Cândido disse que o acordo celebrado entre Januário e o Carrefour demonstrou a correção da busca de entendimento entre as partes e acrescentou que é um exemplo para o Brasil. “Acompanhamos desde o primeiro momento e expressamos a solidariedade da Assembléia Legislativa,” afirmou. A professora Roseli de Oliveira, da Coordenação de Políticas para a População Negra e Indígena da Secretaria de Justiça do Estado, em viagem pelo interior, esteve representada pela advogada Eni Augusto de Paula.
Movimento faz cobranças
Douglas Belchior ressaltou que, embora positivo do ponto de vista da justiça para o vigilante Januário e sua família, a realização de um acordo está aquém do que o movimento espera. “A UNEafro entende que o Carrefour e outras empresas que comentem racismo não podem ser vistas ainda com a ‘ficha limpa’ diante das barbaridades que cometem com negros, sejam eles clientes ou funcionários. Esperamos uma mudança radical na postura”. Ele explicou que o movimento deve continuar firme na denúncia e nas cobranças diante das empresas e dos governos. “A luta anti-racista deve ser ainda maior” – concluiu.
Justiça
No âmbito policial, o caso não avançou. O Inquérito 302/09, que tramita no 9º DP de Osasco, ainda não foi concluído e nem mesmo o laudo do Instituto de Criminalística para degravação das imagens do episódio foi finalizado. “Sem o inquérito concluído, o Ministério Público não pode se manifestar e o caso não chega à Justiça”, afirmou o advogado.

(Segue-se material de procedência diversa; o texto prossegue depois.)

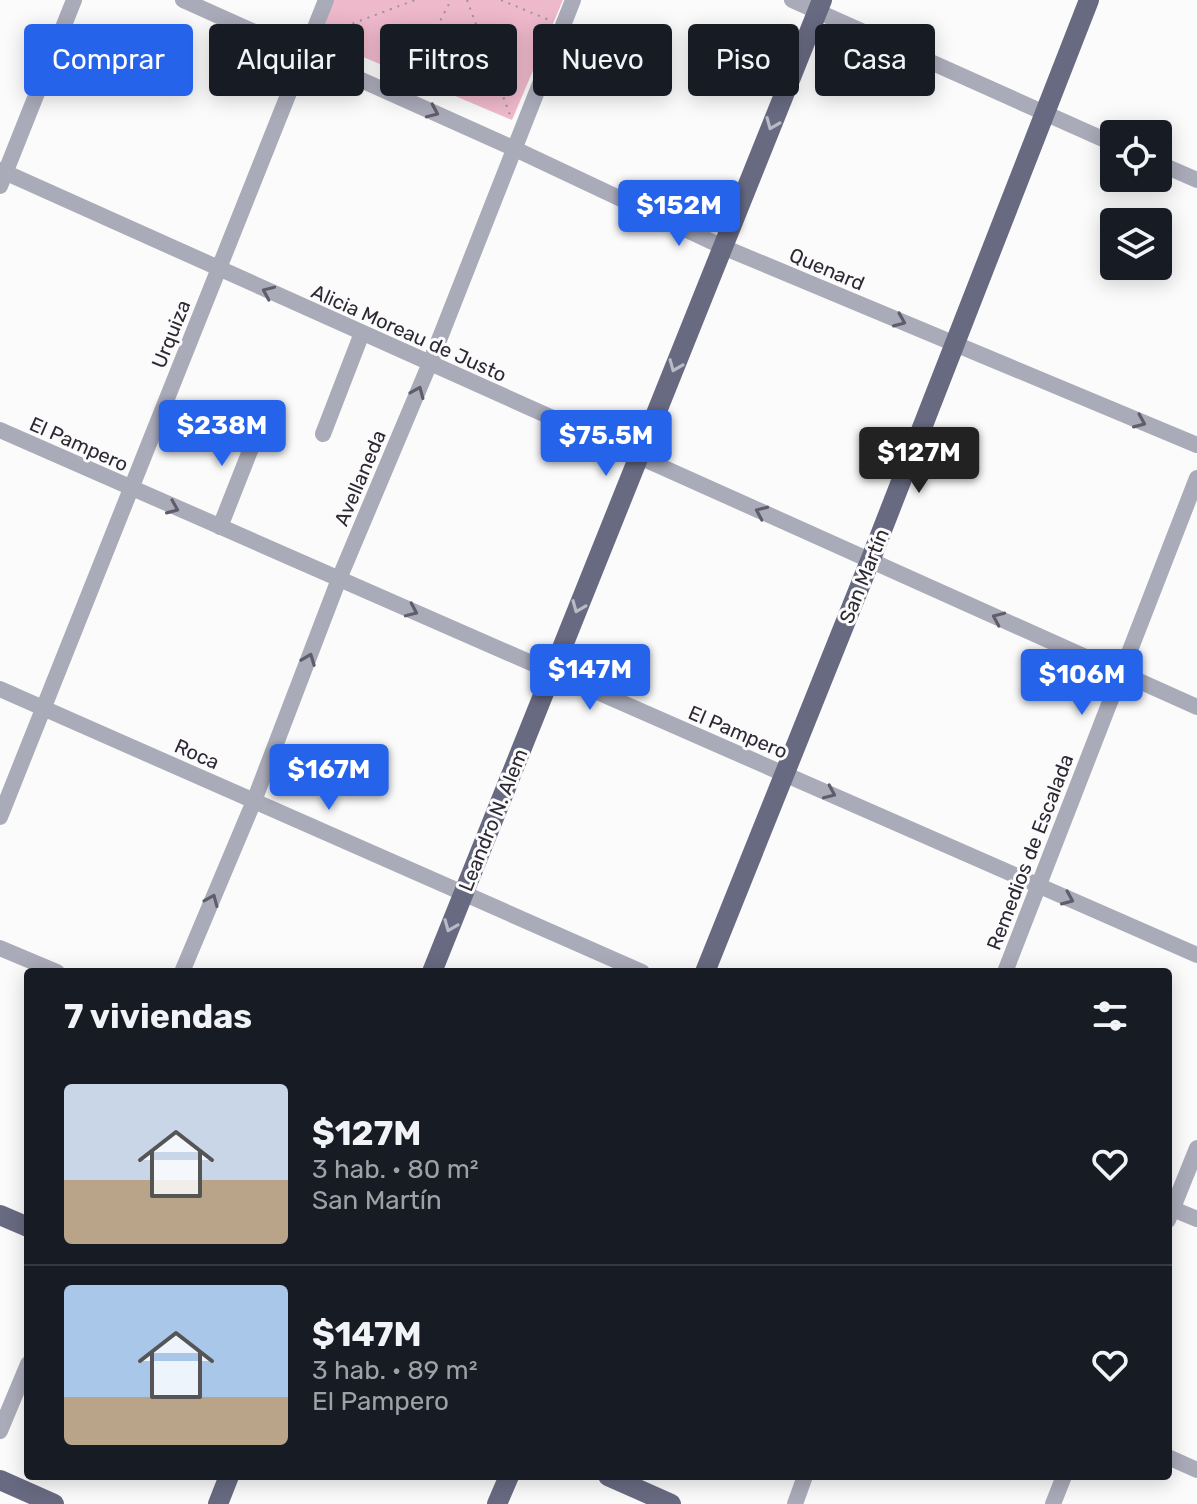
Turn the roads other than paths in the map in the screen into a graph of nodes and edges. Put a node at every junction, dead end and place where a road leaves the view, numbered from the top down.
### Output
1 (74, 0) edge
2 (183, 0) edge
3 (326, 0) edge
4 (573, 0) edge
5 (792, 0) edge
6 (1089, 0) edge
7 (819, 6) edge
8 (238, 24) edge
9 (316, 24) edge
10 (364, 80) edge
11 (288, 96) edge
12 (1044, 113) junction
13 (1100, 138) edge
14 (515, 149) junction
15 (1172, 169) edge
16 (2, 177) edge
17 (1197, 180) edge
18 (723, 247) junction
19 (219, 270) junction
20 (362, 333) junction
21 (954, 343) junction
22 (430, 363) junction
23 (261, 423) dead end
24 (0, 430) edge
25 (323, 434) dead end
26 (1197, 445) edge
27 (638, 457) junction
28 (1197, 478) edge
29 (131, 489) junction
30 (220, 527) junction
31 (870, 561) junction
32 (339, 579) junction
33 (1121, 672) junction
34 (551, 674) junction
35 (0, 689) edge
36 (1197, 707) edge
37 (43, 708) junction
38 (785, 774) junction
39 (254, 801) junction
40 (0, 817) edge
41 (1039, 887) junction
42 (463, 895) junction
43 (0, 948) edge
44 (1197, 955) edge
45 (48, 968) edge
46 (184, 968) edge
47 (434, 968) edge
48 (633, 968) edge
49 (707, 968) edge
50 (1007, 968) edge
51 (1197, 1148) edge
52 (1172, 1207) edge
53 (1172, 1213) edge
54 (0, 1215) edge
55 (1197, 1219) edge
56 (24, 1225) edge
57 (24, 1374) edge
58 (0, 1431) edge
59 (1172, 1459) edge
60 (1197, 1470) edge
61 (0, 1480) edge
62 (227, 1480) edge
63 (507, 1480) edge
64 (617, 1480) edge
65 (804, 1480) edge
66 (1062, 1480) edge
67 (54, 1504) edge
68 (218, 1504) edge
69 (497, 1504) edge
70 (671, 1504) edge
71 (795, 1504) edge
72 (1053, 1504) edge

1 - 16 street
2 - 8 street, Quenard
3 - 9 street, Urquiza
4 - 14 street, Avellaneda
5 - 7 street
6 - 12 main road, San Martín
7 - 12 street
7 -> 18 main road, Leandro N. Alem
10 -> 14 street, Quenard
11 - 19 street, Urquiza
12 - 13 street
12 - 21 main road, San Martín
14 - 18 street, Quenard
14 - 22 street, Avellaneda
15 - 17 street
16 - 19 street, Alicia Moreau de Justo
18 -> 21 street, Quenard
18 -> 27 main road, Leandro N. Alem
20 -> 19 street, Alicia Moreau de Justo
19 - 29 street, Urquiza
20 - 22 street, Alicia Moreau de Justo
20 - 25 street
21 -> 26 street, Quenard
21 - 31 main road, San Martín
22 - 27 street, Alicia Moreau de Justo
32 -> 22 street, Avellaneda
23 - 30 street
24 - 29 street, El Pampero
31 -> 27 street, Alicia Moreau de Justo
27 -> 34 main road, Leandro N. Alem
28 - 33 street, Remedios de Escalada
29 -> 30 street, El Pampero
29 - 37 street, Urquiza
30 - 32 street, El Pampero
33 -> 31 street, Alicia Moreau de Justo
31 - 38 main road, San Martín
32 -> 34 street, El Pampero
39 -> 32 street, Avellaneda
33 - 36 street, Alicia Moreau de Justo
33 - 41 street, Remedios de Escalada
34 - 38 street, El Pampero
34 - 42 main road, Leandro N. Alem
35 - 37 street, Roca
37 - 39 street, Roca
37 - 40 street, Urquiza
38 -> 41 street, El Pampero
38 - 49 main road, San Martín
39 - 42 street, Roca
46 -> 39 street, Avellaneda
41 -> 44 street, El Pampero
41 - 50 street, Remedios de Escalada
42 -> 47 main road, Leandro N. Alem
42 - 48 street, Roca
43 - 45 street
51 - 52 street
53 - 55 street
54 - 56 main road
57 - 58 street
59 - 60 street
61 - 67 main road
62 - 68 main road
63 - 69 main road
64 - 70 main road
65 - 71 street
66 - 72 street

Ele também disse que vai pedir à delegada Rosângela Praxedes da Silva que oficie ao Instituto Médico Legal de Osasco, pedindo a complementação da perícia realizada logo após as agressões. O laudo aponta lesões de natureza leve, e é desmentido pelo Relatório do Hospital Universitário onde Januário foi operado e recebeu placas de platina no rosto por ter sofrido fratura do maxilar.

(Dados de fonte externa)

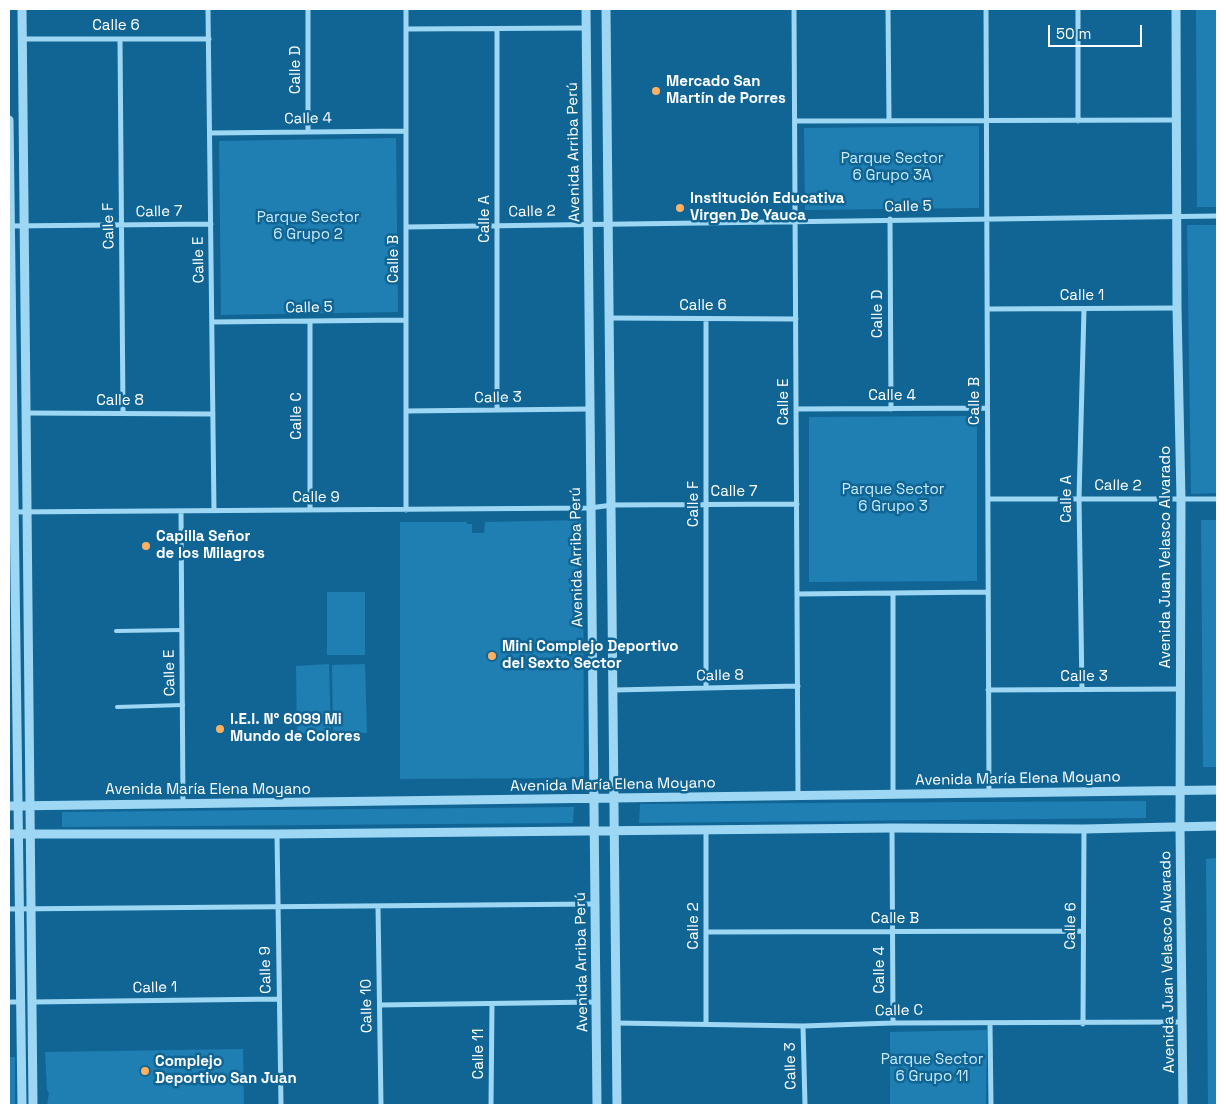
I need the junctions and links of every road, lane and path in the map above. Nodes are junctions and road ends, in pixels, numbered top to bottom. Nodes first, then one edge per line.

O deputado Vicente Cândido anunciou a realização de uma Audiência Pública na Alesp para tratar do caso e pedir a agilização das conclusões do Inquérito a fim de que seja encaminhado ao Ministério Público e posteriormente à Justiça. No final, o advogado disse que vai procurar o ministro Edson Santos, da Igualdade Racial, e o secretário de Justiça de S. Paulo, Luiz Antonio Marrey, para agradecer a solidariedade recebida durante o episódio.
Tortura
Os seguranças envolvidos terão que responder na Justiça pelas agressões e poderão ser punidos com penas que vão de 2 a 8 anos de reclusão, caso sejam denunciados pelo Ministério Público com base na Lei que define os crimes de tortura – a 9.455/97.
A Lei define como crime de tortura “constranger alguém com emprego de violência ou grave ameaça, causando-lhe sofrimento físico ou mental”; “em razão de discriminação racial”. Também pune “aquele que se omite em face dessas condutas, quando tinha o dever de evitá-las ou apurá-las”, no caso dos policiais que atenderam a ocorrência e que, além de, inicialmente, reforçarem a suspeita, não socorreram o vigilante da USP.
Para estes, além das penas, aumentadas pelo fato da lesão ser de natureza grave, ainda há a previsão de perda do cargo, função ou emprego público e interdição para seu exercício pelo dobro do prazo da pena aplicada.